Macri también quitó las retenciones a los empresarios agrícolas. Y luego lanzó la devaluación, que implica una nueva etapa en nuestra economía, cuya base es la confiscación salarial en beneficio de la clase empresarial. Un clásico programa de ajuste, según los manuales de cualquier Chicago Boy (No debería dejarse de lado el hecho de que Mauricio Macri recibió a Félix Díaz, representante de la comunidad qom La Primavera, y que trasladó sus reclamos al área del ministerio de Justicia, quitándolos del área de desarrollo social. Tal vez —habrá que ver— sea una actitud demagógica, sin embargo, no es menor señalar que la ex Presidente Cristina Fernández no recibió a los qom durante los largos meses de su acampe para preservar su relación con el caudillo feudal Gildo Insfrán. La recepción de Díaz por parte de Macri señala otra vez su habilidad política).

Todo esto en una semana, en unos pocos días.

En esos pocos días el salario de las amplias masas argentinas se depreció.

Se abre una etapa en la que la movilización de los trabajadores será nodal para esgrimir cuál será su futuro.

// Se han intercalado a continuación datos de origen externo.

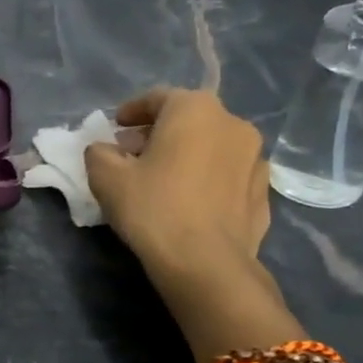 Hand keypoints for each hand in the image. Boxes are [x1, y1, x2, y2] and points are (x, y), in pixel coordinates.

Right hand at [85, 88, 274, 295]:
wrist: (206, 264)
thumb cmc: (153, 208)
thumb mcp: (106, 177)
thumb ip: (99, 153)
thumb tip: (106, 150)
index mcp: (195, 110)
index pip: (159, 98)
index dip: (132, 111)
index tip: (115, 128)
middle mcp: (233, 124)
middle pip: (188, 120)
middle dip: (159, 134)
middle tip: (133, 156)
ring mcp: (256, 159)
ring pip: (212, 147)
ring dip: (187, 155)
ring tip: (163, 180)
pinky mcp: (264, 194)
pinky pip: (227, 176)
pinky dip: (207, 179)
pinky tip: (190, 202) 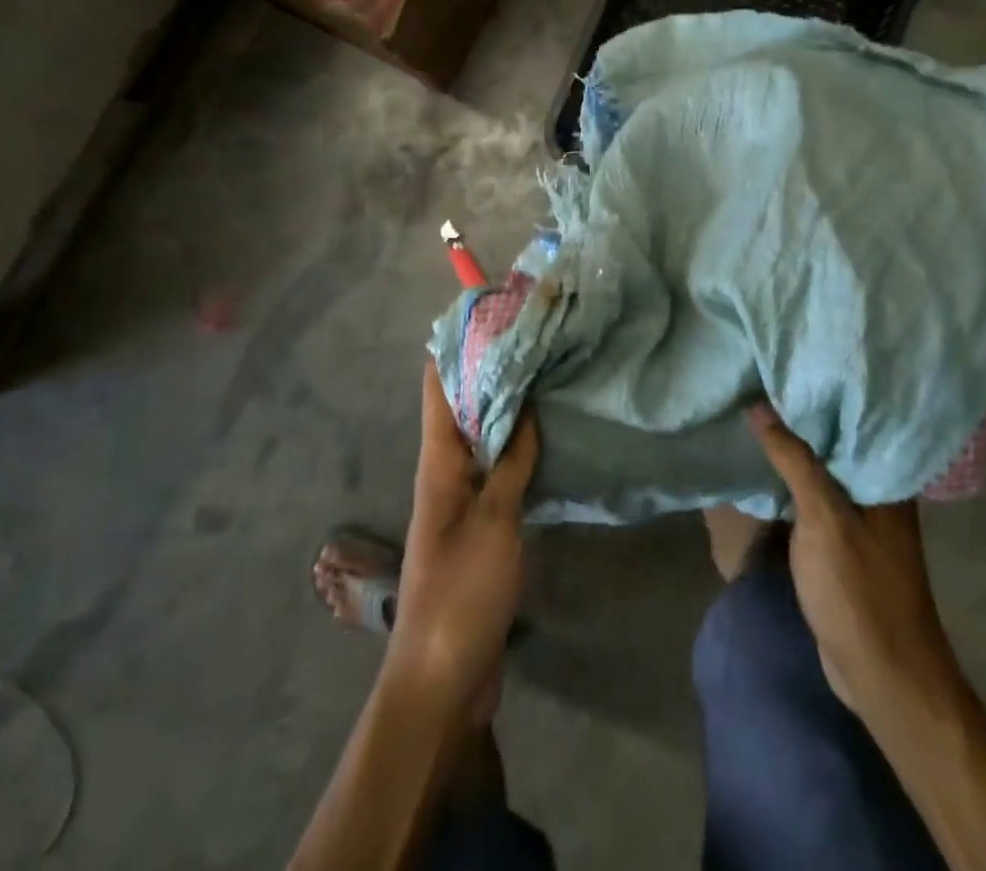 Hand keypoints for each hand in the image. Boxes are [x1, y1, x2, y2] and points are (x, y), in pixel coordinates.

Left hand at [384, 361, 538, 719]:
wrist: (443, 674)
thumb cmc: (462, 588)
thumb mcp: (494, 519)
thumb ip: (511, 460)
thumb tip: (525, 404)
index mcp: (437, 459)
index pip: (439, 384)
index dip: (458, 344)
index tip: (490, 312)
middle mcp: (445, 469)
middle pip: (464, 404)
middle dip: (492, 370)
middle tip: (534, 337)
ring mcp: (462, 496)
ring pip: (484, 435)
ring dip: (508, 407)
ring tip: (546, 374)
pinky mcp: (481, 522)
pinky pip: (498, 469)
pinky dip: (518, 447)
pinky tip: (547, 437)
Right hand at [747, 403, 956, 714]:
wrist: (883, 677)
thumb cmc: (859, 590)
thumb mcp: (823, 517)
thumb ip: (794, 460)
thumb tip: (759, 406)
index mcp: (886, 478)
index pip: (853, 418)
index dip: (819, 391)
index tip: (783, 364)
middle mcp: (878, 492)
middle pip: (834, 443)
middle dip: (799, 419)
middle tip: (757, 383)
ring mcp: (861, 520)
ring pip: (821, 472)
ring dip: (792, 452)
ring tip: (753, 414)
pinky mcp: (842, 544)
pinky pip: (813, 499)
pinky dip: (791, 484)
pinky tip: (763, 467) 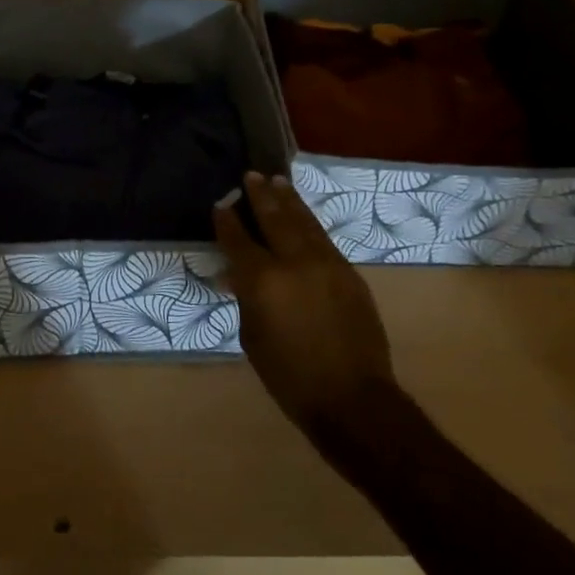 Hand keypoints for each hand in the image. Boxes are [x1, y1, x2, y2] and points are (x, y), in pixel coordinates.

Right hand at [213, 170, 396, 433]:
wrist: (353, 398)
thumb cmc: (290, 377)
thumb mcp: (253, 338)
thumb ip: (247, 298)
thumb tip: (242, 276)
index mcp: (263, 281)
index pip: (239, 241)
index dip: (227, 221)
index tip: (221, 204)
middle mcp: (294, 262)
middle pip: (274, 218)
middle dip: (260, 195)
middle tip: (251, 176)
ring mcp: (326, 263)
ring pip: (303, 221)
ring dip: (288, 200)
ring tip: (277, 181)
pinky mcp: (348, 272)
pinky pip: (322, 238)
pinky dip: (308, 221)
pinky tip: (302, 215) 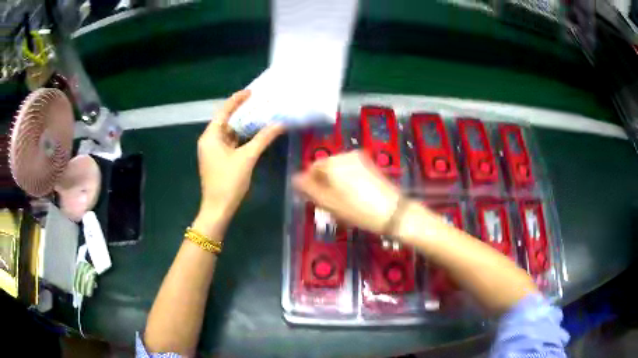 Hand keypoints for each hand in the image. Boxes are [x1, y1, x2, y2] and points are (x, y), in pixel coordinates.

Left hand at [193, 90, 283, 237]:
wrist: (218, 208)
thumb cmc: (229, 182)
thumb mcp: (247, 158)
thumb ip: (263, 139)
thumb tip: (279, 124)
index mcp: (210, 136)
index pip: (224, 111)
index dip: (237, 99)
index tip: (251, 91)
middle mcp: (209, 140)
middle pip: (225, 120)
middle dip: (241, 111)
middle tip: (259, 102)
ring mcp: (213, 150)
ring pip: (228, 132)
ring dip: (242, 125)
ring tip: (259, 114)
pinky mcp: (218, 159)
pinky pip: (230, 142)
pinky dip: (241, 137)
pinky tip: (254, 133)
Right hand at [292, 151, 401, 234]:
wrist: (392, 212)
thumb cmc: (356, 209)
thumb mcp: (328, 203)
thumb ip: (308, 189)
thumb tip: (295, 179)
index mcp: (333, 162)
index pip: (312, 168)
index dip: (310, 184)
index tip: (315, 199)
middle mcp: (345, 155)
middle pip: (326, 167)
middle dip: (324, 183)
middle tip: (328, 203)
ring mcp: (360, 159)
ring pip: (339, 169)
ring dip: (335, 182)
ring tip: (342, 202)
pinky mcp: (371, 165)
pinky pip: (351, 171)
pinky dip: (347, 181)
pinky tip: (354, 197) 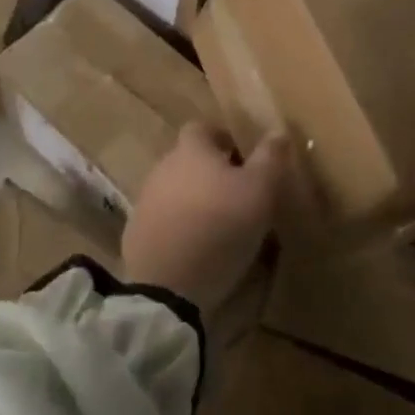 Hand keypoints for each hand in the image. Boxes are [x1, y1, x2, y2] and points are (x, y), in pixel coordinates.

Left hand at [123, 125, 286, 314]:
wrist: (169, 286)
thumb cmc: (220, 226)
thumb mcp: (259, 191)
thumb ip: (269, 158)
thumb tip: (278, 131)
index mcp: (191, 151)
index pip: (202, 128)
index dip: (222, 138)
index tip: (243, 158)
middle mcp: (162, 168)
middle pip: (188, 160)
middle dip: (210, 172)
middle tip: (238, 194)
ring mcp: (145, 202)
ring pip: (175, 191)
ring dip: (195, 200)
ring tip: (220, 225)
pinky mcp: (136, 235)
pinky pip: (163, 222)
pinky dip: (180, 228)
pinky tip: (197, 249) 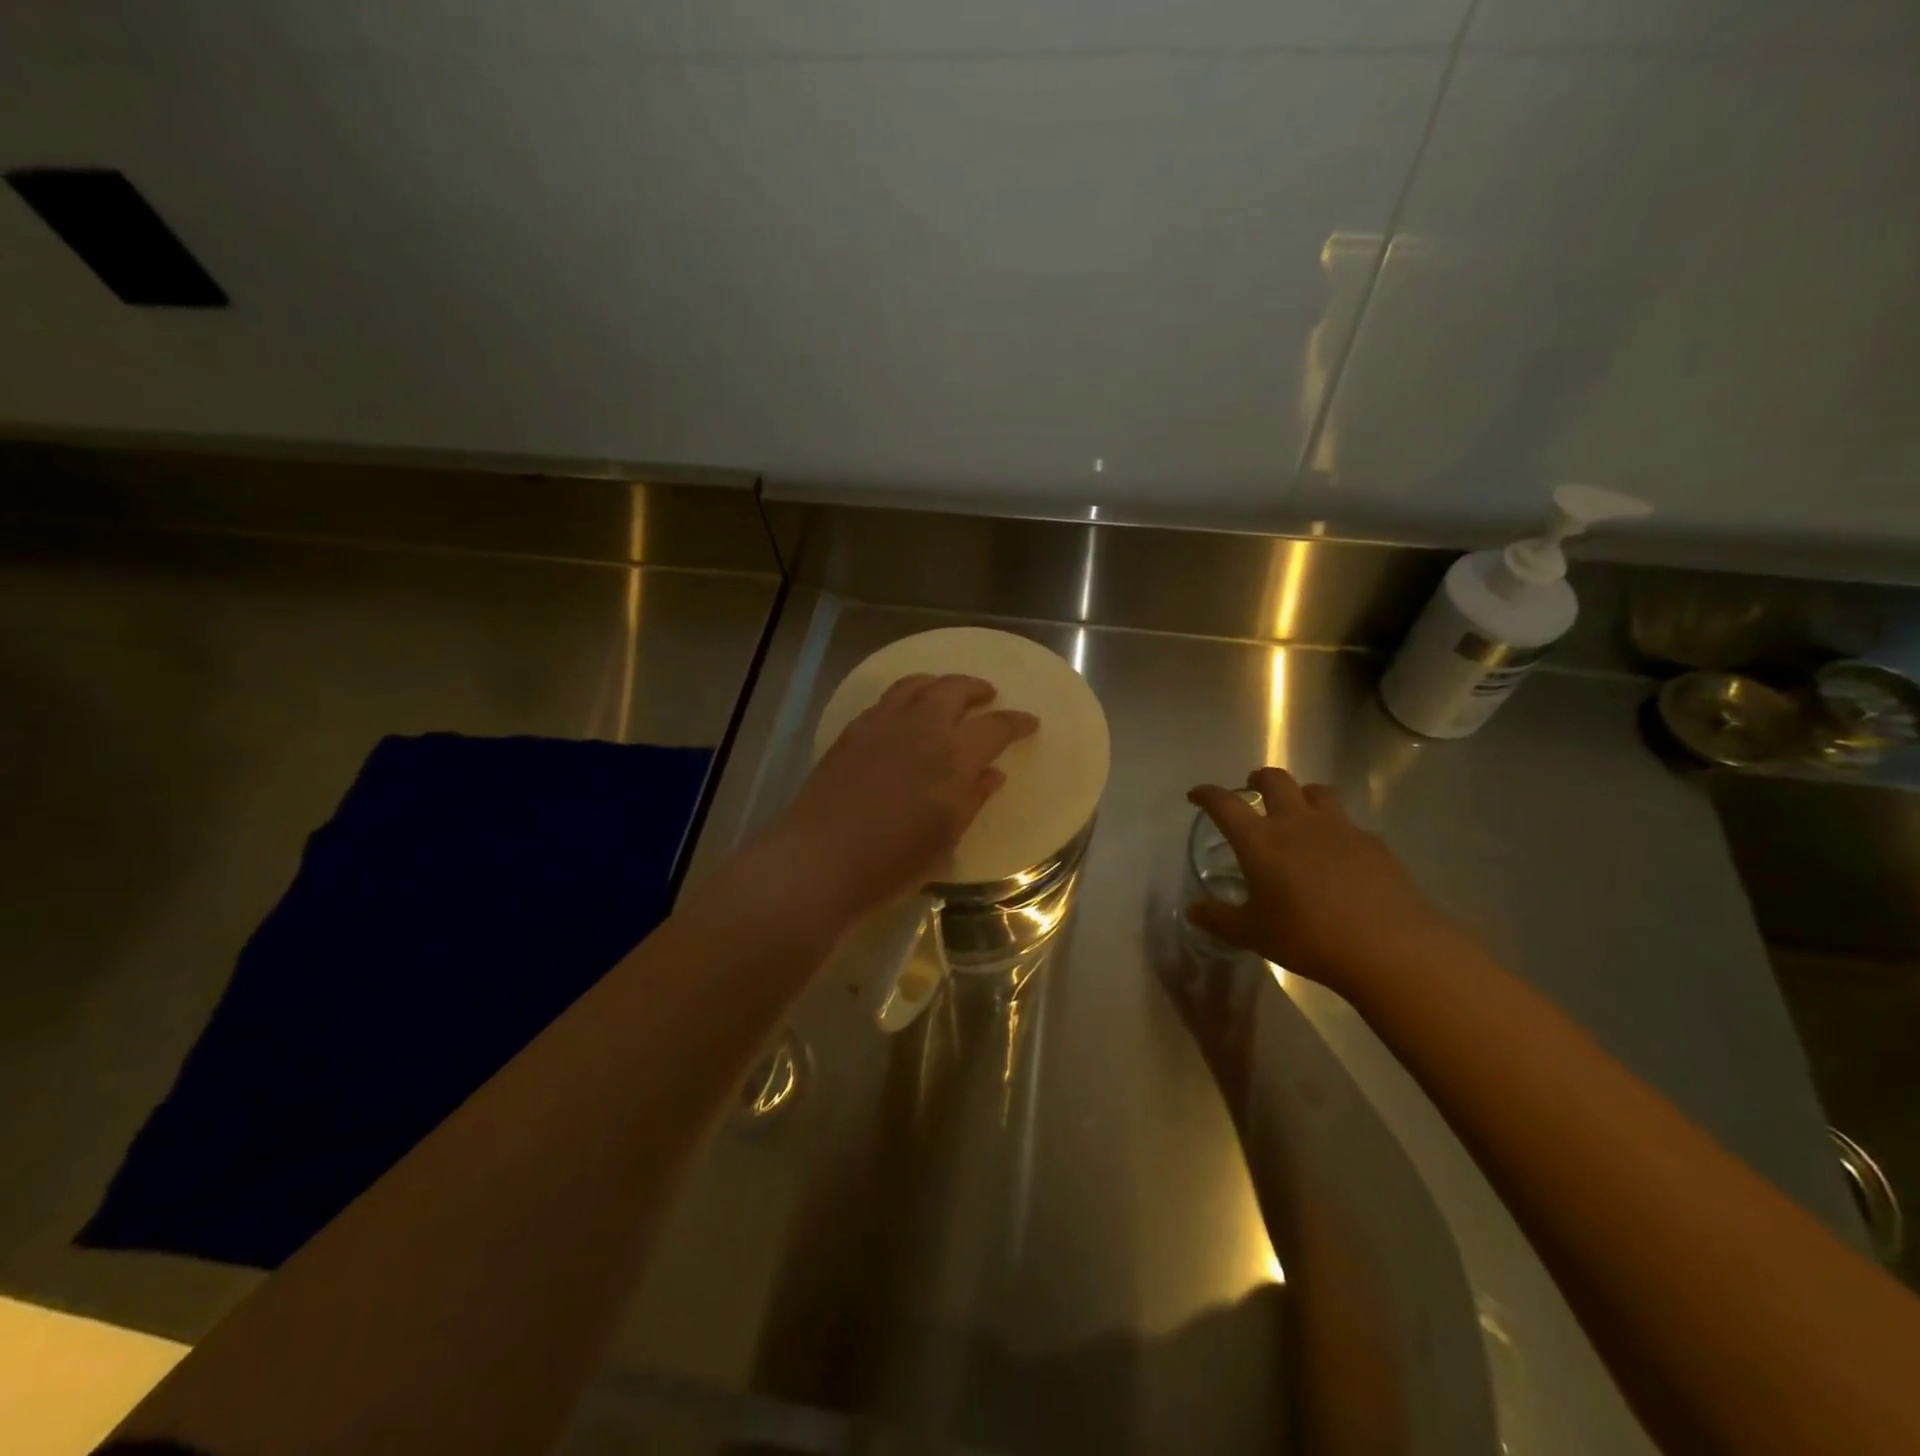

Mientras la militancia kirchnerista se reúne en plazas para realizar duelos colectivos por la ley de medios (o reclama la permanencia de 678 en el canal estatal), sus representantes no protestaron frente al Gobierno de los decretos para rechazarlos, no pidieron sesiones extraordinarias del Congreso para hacer valer la tan mentada república, ni llamaron a la movilización social en pos de mantener el nivel de consumo de los salarios —no es casual que Macri le haya entregado el manejo de las obras sociales a los hombres del sindicalismo peronista.

Es una oportunidad, entonces, para que la izquierda vehiculice estos reclamos. Por lo pronto, ya llamó a una movilización el martes 22 para peticionar un doble aguinaldo que compense la pérdida que produjo la devaluación y la inflación.

Una parte de la izquierda —expresada en la política del ex candidato Nicolás Del Caño y su partido— piensa, sin embargo, que la tarea de la hora consiste en congraciarse con el kirchnerismo o con la izquierda kirchnerista, sea cual sea el significado de ese oxímoron político.

Piensan que un frente con ese sector contra el macrismo podría redundar en un crecimiento de tal izquierda. Por eso se plegaron al boicot del Frente para la Victoria frente a la Asamblea Parlamentaria de la asunción de Macri o se negaron a reclamar cara a cara los planteos de la clase trabajadora al nuevo Presidente —luego le enviarían, de manera vergonzante, el enlace de una carta abierta con ese contenido. Se trata de una intervención del oportunismo político más banal. Que, además, impulsa la resurrección del kirchnerismo en su etapa agónica. Todo lo contrario de lo que la izquierda debería realizar hoy, que es la corporización de su planteo de un modo independiente.

Han pasado pocos días y de manera vertiginosa ha empezado el ciclo de Mauricio Macri, en medio de una crisis económica que trasciende las fronteras y en el marco de una inestabilidad política que se transforma en una incógnita a la hora de resolverse. Estas primeras semanas delimitarán también a los actores del nuevo campo político.